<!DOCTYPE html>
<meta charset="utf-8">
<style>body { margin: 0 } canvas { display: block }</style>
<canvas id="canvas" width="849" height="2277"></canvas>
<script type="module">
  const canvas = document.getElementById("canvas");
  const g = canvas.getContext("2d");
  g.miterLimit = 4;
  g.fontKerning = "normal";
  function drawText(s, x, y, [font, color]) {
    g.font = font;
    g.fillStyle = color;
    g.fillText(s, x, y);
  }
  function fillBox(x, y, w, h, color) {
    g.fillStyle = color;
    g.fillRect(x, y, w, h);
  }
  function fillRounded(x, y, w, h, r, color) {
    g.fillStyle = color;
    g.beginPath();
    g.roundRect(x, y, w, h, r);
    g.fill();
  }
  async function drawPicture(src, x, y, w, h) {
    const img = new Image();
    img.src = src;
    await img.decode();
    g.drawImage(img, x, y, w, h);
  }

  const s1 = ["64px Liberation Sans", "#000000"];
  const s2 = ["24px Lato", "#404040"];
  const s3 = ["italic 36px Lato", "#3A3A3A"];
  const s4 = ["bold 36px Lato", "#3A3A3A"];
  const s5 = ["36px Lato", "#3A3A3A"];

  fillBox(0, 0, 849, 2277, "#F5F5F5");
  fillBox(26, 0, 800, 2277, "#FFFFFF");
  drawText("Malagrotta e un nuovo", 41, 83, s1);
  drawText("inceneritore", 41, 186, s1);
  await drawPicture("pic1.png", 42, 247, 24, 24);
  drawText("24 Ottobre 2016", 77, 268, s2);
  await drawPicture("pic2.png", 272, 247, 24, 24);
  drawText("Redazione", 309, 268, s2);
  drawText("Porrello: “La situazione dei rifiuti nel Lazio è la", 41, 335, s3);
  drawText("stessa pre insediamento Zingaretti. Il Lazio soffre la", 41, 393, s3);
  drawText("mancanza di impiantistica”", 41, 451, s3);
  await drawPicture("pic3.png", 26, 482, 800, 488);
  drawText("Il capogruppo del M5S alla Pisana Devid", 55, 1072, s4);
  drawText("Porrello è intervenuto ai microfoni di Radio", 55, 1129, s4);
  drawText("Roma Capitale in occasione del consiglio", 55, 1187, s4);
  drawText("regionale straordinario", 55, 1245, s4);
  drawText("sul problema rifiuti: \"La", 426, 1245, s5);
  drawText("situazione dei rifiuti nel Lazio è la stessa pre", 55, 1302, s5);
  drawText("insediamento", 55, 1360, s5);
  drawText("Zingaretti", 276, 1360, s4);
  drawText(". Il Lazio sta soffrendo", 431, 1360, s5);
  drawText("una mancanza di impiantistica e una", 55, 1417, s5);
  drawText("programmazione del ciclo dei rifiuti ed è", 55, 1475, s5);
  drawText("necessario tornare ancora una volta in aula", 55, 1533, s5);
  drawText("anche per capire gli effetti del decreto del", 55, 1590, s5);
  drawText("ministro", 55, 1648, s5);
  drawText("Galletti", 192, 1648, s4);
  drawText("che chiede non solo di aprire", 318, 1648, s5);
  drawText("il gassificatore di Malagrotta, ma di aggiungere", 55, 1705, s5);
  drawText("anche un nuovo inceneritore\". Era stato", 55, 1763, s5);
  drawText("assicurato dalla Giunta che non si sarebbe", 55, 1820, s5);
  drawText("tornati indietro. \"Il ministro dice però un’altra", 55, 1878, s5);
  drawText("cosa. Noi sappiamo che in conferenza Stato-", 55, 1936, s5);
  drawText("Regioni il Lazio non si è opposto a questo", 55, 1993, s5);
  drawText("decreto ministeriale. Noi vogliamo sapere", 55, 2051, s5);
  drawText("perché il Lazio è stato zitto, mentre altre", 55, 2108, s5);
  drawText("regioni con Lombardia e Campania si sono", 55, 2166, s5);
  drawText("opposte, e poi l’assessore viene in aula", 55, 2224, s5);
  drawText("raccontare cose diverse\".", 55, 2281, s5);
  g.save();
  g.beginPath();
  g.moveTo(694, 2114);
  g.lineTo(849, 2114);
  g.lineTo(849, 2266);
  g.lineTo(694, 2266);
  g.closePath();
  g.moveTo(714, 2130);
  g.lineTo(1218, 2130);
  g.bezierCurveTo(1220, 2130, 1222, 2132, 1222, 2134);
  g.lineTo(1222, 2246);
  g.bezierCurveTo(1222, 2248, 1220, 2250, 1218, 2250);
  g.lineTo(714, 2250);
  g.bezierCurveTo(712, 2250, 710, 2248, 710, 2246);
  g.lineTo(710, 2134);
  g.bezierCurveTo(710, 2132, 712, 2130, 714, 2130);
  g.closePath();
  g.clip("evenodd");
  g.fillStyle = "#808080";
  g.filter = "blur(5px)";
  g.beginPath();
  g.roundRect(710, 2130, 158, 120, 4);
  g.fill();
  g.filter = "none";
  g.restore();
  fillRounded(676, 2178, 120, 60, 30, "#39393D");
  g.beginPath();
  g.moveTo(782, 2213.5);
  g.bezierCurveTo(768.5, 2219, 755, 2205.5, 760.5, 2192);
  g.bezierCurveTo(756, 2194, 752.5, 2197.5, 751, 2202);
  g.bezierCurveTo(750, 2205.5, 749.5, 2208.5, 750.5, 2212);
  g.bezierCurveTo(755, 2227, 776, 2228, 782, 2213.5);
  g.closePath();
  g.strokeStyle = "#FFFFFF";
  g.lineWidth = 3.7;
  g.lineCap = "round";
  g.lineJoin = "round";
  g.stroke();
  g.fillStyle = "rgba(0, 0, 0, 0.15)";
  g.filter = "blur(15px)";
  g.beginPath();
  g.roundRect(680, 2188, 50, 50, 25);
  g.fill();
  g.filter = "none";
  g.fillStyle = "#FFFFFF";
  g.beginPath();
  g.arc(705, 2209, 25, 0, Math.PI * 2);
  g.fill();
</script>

# Work item
Give the number of lines in the records above that contain "canvas", with no other words.

# Written answer
4